Collected data entries:
****************************************
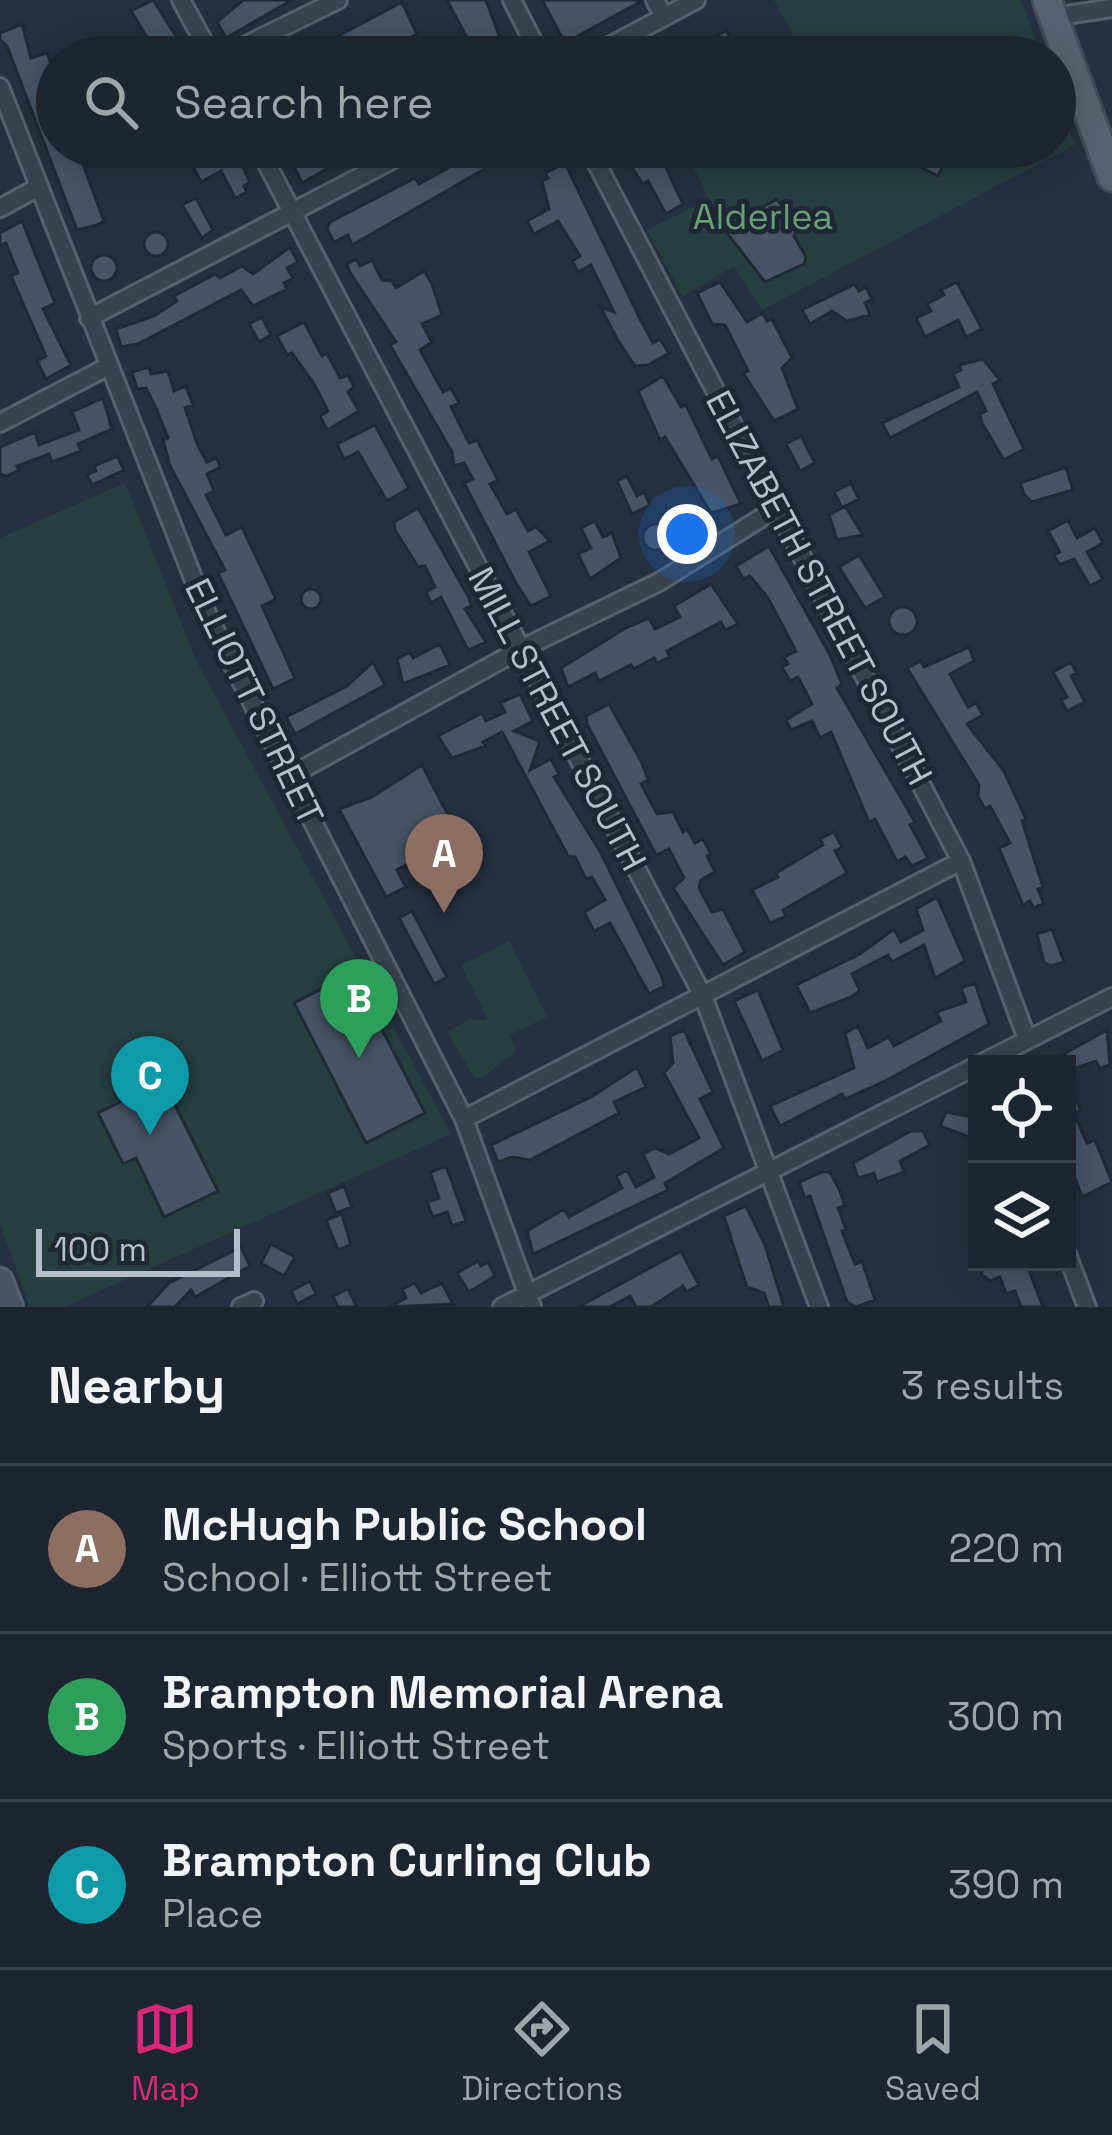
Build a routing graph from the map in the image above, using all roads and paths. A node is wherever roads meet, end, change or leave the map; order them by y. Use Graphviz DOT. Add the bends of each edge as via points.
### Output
graph roads {
  1 [pos="181,0"];
  2 [pos="338,0"];
  3 [pos="512,0"];
  4 [pos="696,0"];
  5 [pos="660,8"];
  6 [pos="1112,8"];
  7 [pos="1050,9"];
  8 [pos="201,36"];
  9 [pos="265,36"];
  10 [pos="530,36"];
  11 [pos="619,36"];
  12 [pos="1076,79"];
  13 [pos="0,87"];
  14 [pos="269,168"];
  15 [pos="376,168"];
  16 [pos="599,168"];
  17 [pos="1112,177"];
  18 [pos="38,188"];
  19 [pos="0,208"];
  20 [pos="291,212"];
  21 [pos="88,318"];
  22 [pos="107,367"];
  23 [pos="0,423"];
  24 [pos="777,508"];
  25 [pos="521,649"];
  26 [pos="290,776"];
  27 [pos="961,861"];
  28 [pos="703,996"];
  29 [pos="1112,998"];
  30 [pos="1028,1039"];
  31 [pos="1003,1055"];
  32 [pos="968,1073"];
  33 [pos="464,1119"];
  34 [pos="769,1171"];
  35 [pos="1073,1271"];
  36 [pos="0,1281"];
  37 [pos="529,1300"];
  38 [pos="10,1307"];
  39 [pos="502,1307"];
  40 [pos="819,1307"];
  41 [pos="1087,1307"];
  1 -- 8 [label="street"];
  2 -- 9 [label="street"];
  3 -- 10 [label="street"];
  4 -- 5 [label="street"];
  5 -- 11 [label="street"];
  6 -- 7 [label="street"];
  12 -- 17 [label="main road"];
  13 -- 18 [label="street, ELLIOTT STREET"];
  14 -- 20 [label="street, MILL STREET SOUTH"];
  15 -- 20 [label="street"];
  16 -- 24 [label="street, ELIZABETH STREET SOUTH"];
  18 -- 19 [label="street"];
  18 -- 21 [label="street, ELLIOTT STREET"];
  20 -- 21 [label="street"];
  20 -- 25 [label="street, MILL STREET SOUTH"];
  21 -- 22 [label="street, ELLIOTT STREET"];
  22 -- 23 [label="street"];
  22 -- 26 [label="street, ELLIOTT STREET" via="208,616"];
  24 -- 25 [label="street" via="659,582"];
  24 -- 27 [label="street, ELIZABETH STREET SOUTH"];
  25 -- 26 [label="street"];
  25 -- 28 [label="street, MILL STREET SOUTH"];
  26 -- 33 [label="street, ELLIOTT STREET"];
  27 -- 28 [label="street"];
  27 -- 30 [label="street, ELIZABETH STREET SOUTH"];
  28 -- 33 [label="street"];
  28 -- 34 [label="street, MILL STREET SOUTH"];
  29 -- 30 [label="street"];
  30 -- 31 [label="street"];
  32 -- 34 [label="street"];
  33 -- 37 [label="street, ELLIOTT STREET"];
  34 -- 37 [label="street"];
  34 -- 40 [label="street, MILL STREET SOUTH"];
  35 -- 41 [label="street"];
  36 -- 38 [label="street"];
  37 -- 39 [label="street"];
}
****************************************
▶ _Problem_
Locate and copy each line in the data above that includes the word "ELLIOTT".

▶ _Output for this task_
  13 -- 18 [label="street, ELLIOTT STREET"];
  18 -- 21 [label="street, ELLIOTT STREET"];
  21 -- 22 [label="street, ELLIOTT STREET"];
  22 -- 26 [label="street, ELLIOTT STREET" via="208,616"];
  26 -- 33 [label="street, ELLIOTT STREET"];
  33 -- 37 [label="street, ELLIOTT STREET"];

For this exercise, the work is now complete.